The inability to scale supply voltage and hence reduce power consumption remains a serious challenge in modern nanotransistors. This arises primarily because the Sub-threshold Swing (SS) of the thermionic MOSFET, a measure of its switching efficiency, is restricted by the Boltzmann limit (k(B)T/q = 60 mV/dec at 300 K). Tunneling FETs, the most promising candidates to circumvent this limit, employ band-to-band tunneling, yielding very low OFF currents and steep SS but at the expense of severely degraded ON currents.
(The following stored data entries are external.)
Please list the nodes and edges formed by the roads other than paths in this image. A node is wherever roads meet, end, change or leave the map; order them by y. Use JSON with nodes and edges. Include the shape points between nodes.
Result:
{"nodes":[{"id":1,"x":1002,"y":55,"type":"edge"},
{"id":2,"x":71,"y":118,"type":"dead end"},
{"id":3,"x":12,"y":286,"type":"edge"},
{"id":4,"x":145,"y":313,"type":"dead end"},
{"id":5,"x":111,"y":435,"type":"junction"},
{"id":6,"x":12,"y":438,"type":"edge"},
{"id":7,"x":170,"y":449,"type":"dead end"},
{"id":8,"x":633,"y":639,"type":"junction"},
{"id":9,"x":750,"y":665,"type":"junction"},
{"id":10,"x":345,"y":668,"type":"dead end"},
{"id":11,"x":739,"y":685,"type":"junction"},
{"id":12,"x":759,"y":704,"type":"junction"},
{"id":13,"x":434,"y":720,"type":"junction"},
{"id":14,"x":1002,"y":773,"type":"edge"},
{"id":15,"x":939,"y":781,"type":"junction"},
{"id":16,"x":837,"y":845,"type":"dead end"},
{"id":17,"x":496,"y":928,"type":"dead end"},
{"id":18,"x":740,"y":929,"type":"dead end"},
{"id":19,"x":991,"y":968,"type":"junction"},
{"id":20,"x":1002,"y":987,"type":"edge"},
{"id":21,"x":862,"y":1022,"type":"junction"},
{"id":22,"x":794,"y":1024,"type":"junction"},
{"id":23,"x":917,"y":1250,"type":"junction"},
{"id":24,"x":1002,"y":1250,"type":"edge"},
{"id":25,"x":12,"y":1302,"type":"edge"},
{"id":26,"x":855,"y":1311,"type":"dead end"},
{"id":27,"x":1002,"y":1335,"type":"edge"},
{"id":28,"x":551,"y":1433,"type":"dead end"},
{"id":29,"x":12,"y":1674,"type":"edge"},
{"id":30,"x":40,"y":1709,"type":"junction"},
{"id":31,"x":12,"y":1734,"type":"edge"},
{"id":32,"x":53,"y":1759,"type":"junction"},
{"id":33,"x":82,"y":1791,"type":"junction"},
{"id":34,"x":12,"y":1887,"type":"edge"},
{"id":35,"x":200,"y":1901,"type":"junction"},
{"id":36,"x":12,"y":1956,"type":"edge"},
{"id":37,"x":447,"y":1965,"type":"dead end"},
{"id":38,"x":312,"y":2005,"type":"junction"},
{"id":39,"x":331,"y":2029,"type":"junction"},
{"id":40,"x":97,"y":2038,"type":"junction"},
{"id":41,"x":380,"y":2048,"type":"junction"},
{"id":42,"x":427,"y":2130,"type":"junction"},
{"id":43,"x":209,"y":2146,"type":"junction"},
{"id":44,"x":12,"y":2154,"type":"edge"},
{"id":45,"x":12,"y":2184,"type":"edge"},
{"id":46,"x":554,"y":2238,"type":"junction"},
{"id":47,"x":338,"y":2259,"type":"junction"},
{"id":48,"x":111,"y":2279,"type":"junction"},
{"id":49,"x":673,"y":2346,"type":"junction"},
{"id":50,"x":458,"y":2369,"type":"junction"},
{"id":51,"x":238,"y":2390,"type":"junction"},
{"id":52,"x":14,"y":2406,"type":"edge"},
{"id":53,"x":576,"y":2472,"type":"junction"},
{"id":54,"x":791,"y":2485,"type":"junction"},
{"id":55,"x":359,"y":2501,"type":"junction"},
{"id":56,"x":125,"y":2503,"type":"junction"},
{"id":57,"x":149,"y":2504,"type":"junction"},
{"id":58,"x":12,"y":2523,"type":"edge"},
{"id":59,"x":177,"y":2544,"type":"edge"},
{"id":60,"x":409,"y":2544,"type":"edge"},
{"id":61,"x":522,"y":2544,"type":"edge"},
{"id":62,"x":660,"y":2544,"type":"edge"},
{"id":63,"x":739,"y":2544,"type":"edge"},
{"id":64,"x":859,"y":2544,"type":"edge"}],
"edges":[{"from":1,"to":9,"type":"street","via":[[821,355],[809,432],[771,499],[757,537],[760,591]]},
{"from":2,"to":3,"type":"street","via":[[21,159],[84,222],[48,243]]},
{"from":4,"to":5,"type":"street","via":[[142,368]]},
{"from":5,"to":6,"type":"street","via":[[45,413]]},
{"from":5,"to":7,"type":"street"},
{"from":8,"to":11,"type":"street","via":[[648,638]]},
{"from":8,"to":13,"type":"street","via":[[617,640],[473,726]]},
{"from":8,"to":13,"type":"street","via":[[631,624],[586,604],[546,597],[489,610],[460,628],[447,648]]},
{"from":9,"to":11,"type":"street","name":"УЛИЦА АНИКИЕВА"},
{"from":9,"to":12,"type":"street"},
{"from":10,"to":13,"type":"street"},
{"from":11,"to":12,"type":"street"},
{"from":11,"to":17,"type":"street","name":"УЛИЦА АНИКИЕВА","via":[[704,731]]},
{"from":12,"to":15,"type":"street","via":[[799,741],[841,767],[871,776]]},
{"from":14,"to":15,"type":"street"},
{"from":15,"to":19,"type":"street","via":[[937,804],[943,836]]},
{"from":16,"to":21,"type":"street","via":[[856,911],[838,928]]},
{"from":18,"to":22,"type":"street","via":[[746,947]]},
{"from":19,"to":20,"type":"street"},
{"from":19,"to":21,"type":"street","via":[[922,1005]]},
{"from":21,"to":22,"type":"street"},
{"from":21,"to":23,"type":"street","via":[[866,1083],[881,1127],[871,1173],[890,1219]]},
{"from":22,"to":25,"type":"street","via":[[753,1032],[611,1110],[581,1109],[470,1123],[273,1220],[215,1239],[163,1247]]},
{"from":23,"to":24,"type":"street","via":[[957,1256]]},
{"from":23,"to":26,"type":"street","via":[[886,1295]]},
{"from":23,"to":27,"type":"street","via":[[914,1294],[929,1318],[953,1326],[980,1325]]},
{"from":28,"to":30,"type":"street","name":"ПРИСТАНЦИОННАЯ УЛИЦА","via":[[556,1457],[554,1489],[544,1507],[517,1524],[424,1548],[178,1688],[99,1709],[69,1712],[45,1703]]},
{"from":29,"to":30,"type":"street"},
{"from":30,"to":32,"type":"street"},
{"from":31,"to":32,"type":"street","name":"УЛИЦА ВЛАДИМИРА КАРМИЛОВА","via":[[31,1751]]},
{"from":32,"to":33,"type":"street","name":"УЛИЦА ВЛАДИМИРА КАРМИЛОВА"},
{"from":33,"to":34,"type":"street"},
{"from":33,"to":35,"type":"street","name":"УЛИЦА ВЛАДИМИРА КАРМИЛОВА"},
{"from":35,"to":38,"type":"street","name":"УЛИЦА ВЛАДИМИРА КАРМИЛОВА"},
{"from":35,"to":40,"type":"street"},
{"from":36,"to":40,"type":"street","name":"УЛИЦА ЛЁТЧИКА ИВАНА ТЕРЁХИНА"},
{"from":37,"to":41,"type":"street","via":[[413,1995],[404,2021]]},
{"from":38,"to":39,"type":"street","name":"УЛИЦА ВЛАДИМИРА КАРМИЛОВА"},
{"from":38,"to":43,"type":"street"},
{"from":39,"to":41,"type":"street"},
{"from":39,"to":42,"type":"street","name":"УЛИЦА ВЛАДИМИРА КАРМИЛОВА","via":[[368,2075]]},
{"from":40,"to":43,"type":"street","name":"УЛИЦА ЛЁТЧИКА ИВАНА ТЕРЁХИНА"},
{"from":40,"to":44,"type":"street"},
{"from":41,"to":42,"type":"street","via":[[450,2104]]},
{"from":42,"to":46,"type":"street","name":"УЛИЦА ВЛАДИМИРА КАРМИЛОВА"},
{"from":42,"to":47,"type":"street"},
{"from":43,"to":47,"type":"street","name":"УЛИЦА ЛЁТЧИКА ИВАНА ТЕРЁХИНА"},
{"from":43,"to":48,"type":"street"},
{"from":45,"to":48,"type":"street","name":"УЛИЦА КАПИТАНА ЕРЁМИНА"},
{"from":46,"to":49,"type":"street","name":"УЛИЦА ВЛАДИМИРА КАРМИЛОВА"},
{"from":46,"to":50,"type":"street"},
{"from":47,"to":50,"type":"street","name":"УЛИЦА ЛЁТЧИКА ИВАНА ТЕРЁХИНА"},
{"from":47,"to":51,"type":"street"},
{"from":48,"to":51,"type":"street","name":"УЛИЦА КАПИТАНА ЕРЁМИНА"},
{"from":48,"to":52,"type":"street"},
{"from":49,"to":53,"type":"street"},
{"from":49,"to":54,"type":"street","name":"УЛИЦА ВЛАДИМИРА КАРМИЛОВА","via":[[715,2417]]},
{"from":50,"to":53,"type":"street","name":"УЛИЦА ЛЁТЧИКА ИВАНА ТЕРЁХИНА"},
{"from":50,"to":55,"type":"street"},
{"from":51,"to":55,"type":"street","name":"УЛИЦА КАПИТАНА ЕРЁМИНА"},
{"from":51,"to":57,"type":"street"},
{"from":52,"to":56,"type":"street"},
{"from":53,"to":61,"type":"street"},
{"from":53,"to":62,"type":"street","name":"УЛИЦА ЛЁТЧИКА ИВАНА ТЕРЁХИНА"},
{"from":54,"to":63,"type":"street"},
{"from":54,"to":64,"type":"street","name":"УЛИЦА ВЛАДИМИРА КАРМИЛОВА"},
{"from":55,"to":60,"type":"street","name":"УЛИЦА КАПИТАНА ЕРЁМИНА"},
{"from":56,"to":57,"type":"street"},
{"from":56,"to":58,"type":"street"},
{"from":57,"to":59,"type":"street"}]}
In a completely different approach, by introducing concurrent tuning of thermionic and tunneling components through metal/semiconductor Schottky junctions, we achieve an amalgamation of steep SS and high ON currents in the same device. We demonstrate sub-thermionic transport sustained up to 4 decades with SSmin similar to 8.3 mV/dec and SSavg similar to 37.5(25) mV/dec for 4(3) dec in few layer MoS2 dual gated FETs (planar and CMOS compatible) using tunnel injected Schottky contacts for a highly scaled drain voltage of 10 mV, the lowest for any sub-thermionic devices. Furthermore, the same devices can be tuned to operate in the thermionic regime with a field effect mobility of similar to 84.3 cm(2) V-1 s(-1). A detailed mechanism involving the independent control of the Schottky barrier height and width through efficient device architecture and material processing elucidates the functioning of these devices. The Gate Tunable Thermionic Tunnel FET can function at a supply voltage of as low as 0.5 V, reducing power consumption dramatically. Published by AIP Publishing.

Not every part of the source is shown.